_ACTION ITEM:_ Lines that contain the string "roads" are the ones to list; copy all of them from the records.

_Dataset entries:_
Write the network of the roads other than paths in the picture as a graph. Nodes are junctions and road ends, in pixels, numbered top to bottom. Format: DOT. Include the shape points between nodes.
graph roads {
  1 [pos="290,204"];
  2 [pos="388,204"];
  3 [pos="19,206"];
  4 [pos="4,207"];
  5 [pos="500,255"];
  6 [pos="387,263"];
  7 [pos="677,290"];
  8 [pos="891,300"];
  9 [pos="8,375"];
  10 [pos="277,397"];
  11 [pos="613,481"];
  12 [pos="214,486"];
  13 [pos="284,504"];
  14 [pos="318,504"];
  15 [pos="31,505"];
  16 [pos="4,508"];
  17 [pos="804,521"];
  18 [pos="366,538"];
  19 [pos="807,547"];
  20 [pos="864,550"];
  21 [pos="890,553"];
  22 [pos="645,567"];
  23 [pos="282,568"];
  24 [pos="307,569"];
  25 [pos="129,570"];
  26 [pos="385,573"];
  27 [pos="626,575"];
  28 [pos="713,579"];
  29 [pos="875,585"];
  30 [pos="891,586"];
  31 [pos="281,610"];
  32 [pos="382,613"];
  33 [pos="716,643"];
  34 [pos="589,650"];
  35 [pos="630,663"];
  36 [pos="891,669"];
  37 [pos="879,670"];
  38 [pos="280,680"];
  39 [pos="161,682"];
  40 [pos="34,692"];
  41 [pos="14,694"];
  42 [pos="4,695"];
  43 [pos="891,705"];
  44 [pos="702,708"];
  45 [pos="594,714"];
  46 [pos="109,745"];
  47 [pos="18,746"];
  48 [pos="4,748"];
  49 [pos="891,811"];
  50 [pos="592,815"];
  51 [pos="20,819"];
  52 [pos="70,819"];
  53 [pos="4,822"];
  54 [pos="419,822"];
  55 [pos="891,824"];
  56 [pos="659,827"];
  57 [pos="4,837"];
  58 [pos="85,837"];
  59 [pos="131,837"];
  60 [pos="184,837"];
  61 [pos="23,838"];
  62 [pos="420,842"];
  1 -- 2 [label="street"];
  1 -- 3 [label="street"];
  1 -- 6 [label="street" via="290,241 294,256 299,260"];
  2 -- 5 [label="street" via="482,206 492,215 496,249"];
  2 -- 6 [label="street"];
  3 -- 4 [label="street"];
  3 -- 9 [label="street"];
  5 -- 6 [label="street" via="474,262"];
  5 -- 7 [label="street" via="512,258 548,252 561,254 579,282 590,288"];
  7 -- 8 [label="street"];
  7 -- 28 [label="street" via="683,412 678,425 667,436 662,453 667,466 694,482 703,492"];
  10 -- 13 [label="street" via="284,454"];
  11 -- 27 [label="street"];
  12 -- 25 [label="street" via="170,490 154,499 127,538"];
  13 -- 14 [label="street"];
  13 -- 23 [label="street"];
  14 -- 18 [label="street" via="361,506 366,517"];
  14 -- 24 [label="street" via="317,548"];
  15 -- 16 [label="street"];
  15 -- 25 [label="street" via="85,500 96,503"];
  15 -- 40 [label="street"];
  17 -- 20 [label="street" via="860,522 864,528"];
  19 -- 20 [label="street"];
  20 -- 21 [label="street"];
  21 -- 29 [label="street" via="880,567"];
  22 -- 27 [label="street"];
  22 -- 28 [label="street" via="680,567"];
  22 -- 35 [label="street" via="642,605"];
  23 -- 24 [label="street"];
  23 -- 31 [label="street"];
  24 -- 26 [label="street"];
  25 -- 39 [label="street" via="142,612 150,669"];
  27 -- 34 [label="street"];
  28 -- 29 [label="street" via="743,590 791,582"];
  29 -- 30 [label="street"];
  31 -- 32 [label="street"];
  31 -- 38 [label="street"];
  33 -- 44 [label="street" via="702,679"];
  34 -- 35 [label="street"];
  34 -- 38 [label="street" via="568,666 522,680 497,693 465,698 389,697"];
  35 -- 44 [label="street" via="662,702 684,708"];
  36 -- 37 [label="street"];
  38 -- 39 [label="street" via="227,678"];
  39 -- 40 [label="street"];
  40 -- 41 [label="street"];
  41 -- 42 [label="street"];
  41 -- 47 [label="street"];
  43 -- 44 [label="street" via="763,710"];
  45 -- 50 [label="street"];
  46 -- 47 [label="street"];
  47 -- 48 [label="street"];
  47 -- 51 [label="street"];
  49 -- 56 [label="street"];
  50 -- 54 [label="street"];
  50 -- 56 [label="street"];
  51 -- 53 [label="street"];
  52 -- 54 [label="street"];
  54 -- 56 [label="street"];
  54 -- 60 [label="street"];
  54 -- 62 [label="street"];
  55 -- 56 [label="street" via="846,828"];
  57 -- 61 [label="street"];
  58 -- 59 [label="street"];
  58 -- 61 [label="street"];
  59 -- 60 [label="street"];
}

_COMPLETED EXERCISE:_
Write the network of the roads other than paths in the picture as a graph. Nodes are junctions and road ends, in pixels, numbered top to bottom. Format: DOT. Include the shape points between nodes.
graph roads {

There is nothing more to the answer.